A desaceleração dos núcleos é sinal de que, embora os riscos ligados à atividade forte e ao mercado de trabalho aquecido permaneçam presentes, esse contágio ainda não se concretizou, avalia o economista-chefe da Constância Investimentos, Alexandre Lohmann.
“Há esse receio de reaceleração dos núcleos, mas isso não vem sendo observado. Alguns sustos recentes se mostraram pontuais, como a dos serviços em julho, que estavam ligados à alta do seguro veicular após as enchentes no Sul”, nota.
Este alívio, no entanto, ainda é insuficiente, segundo Xavier, do ABC Brasil, já que reforça a percepção de que a desinflação observada a partir de meados de 2022 estagnou.
“As médias móveis anualizadas de três meses, seis meses ou 12 meses apontam todas nessa direção. A média dos núcleos em três meses está em 4,6%, acima do teto da banda de inflação. Ao mesmo tempo, a difusão dos serviços subjacentes subiu a 60,8%”, ressalta.
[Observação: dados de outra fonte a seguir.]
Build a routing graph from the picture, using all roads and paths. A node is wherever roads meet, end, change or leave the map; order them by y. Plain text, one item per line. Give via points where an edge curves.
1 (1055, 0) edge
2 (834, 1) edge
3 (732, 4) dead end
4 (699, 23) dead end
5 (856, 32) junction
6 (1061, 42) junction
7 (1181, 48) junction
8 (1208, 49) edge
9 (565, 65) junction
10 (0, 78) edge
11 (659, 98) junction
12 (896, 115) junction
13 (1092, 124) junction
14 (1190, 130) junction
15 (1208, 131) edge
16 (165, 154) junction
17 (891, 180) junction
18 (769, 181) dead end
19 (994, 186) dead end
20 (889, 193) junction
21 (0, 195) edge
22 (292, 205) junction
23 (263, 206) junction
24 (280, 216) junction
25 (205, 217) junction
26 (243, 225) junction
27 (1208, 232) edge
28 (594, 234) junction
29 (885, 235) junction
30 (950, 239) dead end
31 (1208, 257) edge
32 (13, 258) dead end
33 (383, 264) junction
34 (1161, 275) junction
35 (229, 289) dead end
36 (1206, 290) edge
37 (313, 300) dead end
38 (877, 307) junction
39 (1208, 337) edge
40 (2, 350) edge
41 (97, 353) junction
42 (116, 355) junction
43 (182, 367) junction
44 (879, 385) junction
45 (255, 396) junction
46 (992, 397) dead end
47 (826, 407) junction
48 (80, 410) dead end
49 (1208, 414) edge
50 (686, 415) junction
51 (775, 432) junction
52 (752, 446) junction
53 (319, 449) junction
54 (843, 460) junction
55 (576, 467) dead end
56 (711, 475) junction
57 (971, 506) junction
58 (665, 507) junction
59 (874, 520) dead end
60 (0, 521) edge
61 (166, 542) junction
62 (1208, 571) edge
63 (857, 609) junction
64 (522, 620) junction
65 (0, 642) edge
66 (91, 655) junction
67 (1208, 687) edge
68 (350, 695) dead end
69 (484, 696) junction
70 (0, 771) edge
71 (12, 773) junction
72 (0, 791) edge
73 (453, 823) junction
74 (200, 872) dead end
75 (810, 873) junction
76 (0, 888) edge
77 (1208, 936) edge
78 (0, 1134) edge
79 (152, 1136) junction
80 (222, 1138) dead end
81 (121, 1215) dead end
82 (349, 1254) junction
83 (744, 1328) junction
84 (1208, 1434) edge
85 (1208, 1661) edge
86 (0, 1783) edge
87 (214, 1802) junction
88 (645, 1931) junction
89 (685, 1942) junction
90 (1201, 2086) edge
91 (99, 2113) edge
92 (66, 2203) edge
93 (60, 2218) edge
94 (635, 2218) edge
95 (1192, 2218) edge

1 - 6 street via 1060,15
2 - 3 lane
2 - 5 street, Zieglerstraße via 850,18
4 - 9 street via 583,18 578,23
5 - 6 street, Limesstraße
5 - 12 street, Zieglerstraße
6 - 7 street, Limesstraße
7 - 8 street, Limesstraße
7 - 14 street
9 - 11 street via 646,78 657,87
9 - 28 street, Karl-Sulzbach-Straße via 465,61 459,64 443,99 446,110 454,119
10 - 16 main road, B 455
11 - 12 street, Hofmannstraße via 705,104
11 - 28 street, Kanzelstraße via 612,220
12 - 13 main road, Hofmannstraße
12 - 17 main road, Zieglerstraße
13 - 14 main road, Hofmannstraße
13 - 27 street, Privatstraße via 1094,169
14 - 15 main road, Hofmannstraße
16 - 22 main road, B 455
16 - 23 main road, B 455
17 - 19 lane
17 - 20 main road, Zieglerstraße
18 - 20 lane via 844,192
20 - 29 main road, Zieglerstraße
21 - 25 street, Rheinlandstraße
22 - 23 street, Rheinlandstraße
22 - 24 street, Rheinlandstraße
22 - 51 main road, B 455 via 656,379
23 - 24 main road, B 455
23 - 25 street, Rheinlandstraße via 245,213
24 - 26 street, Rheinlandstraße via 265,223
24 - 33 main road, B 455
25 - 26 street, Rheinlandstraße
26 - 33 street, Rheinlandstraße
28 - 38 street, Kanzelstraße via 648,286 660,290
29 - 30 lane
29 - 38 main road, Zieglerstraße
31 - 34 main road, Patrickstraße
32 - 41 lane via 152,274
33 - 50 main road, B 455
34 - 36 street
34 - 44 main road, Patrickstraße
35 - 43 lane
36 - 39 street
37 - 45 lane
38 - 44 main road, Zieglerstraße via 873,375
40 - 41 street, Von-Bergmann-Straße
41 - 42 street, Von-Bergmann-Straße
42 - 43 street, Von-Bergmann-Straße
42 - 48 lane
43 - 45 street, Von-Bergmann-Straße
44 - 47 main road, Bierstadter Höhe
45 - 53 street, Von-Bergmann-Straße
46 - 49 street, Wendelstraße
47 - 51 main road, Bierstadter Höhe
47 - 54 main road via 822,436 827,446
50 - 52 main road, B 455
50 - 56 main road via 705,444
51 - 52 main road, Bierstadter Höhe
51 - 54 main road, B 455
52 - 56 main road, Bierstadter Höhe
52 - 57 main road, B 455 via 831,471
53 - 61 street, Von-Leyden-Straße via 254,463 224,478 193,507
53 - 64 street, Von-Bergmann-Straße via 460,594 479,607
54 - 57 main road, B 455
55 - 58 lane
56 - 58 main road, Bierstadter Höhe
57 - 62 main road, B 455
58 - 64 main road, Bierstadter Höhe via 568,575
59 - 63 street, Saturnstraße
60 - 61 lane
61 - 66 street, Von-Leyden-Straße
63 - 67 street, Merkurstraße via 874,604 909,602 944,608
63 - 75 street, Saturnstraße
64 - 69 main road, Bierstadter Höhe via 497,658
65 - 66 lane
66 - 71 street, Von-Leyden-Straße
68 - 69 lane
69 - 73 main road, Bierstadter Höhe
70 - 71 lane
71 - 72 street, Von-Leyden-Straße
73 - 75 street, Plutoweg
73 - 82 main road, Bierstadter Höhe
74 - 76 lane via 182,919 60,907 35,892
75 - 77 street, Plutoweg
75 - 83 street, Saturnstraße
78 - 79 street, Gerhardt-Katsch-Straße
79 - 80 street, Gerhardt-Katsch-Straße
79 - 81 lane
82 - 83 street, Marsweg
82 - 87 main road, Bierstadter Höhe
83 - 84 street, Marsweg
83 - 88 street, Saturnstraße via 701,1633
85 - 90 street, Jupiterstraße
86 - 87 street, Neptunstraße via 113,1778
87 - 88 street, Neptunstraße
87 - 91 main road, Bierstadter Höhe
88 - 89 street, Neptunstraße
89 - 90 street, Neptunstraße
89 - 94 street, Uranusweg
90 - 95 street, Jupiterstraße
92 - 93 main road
Tatiana Pinheiro, a economista-chefe da Galapagos Capital, também destaca a “cristalização” de importantes medidas de inflação acima do intervalo estabelecido pela autoridade monetária. No acumulado em 12 meses, sublinha, os serviços intensivos em mãos de obra sobem 5,57%, e os subjacentes, 5,06%.
“A mensagem principal é que o foco da atuação do BC parou de melhorar e segue distante do centro da meta.”
A economista ainda chama atenção para o comportamento dos ‘tradables’, itens sensíveis a variação do câmbio. Após meses rodando em patamar baixo, eles já acumulam alta de 2,0% em 12 meses. No caso dos alimentos comercializáveis externamente, o avanço já chega a 4,99%.
Em meio a tantos riscos altistas ao cenário, os analistas citam apenas um fator que pode contribuir na direção contrária no curto prazo. A defasagem entre os preços doméstico e internacional dos combustíveis sugere que a Petrobras pode anunciar em breve um corte do na gasolina.
Nas contas de Wong, da Vinland, a diferença atual justificaria um corte de até 10% no preço. “Mas no nosso cenário, prevemos uma redução menor, de 6%, já que a Petrobras tem se mostrado mais conservadora tanto nos ajustes para cima quanto nos para baixo”, diz. Assim, o projeção de IPCA da gestora para 2024 está em 4,60% – acima do teto da meta de inflação -, afirma o economista.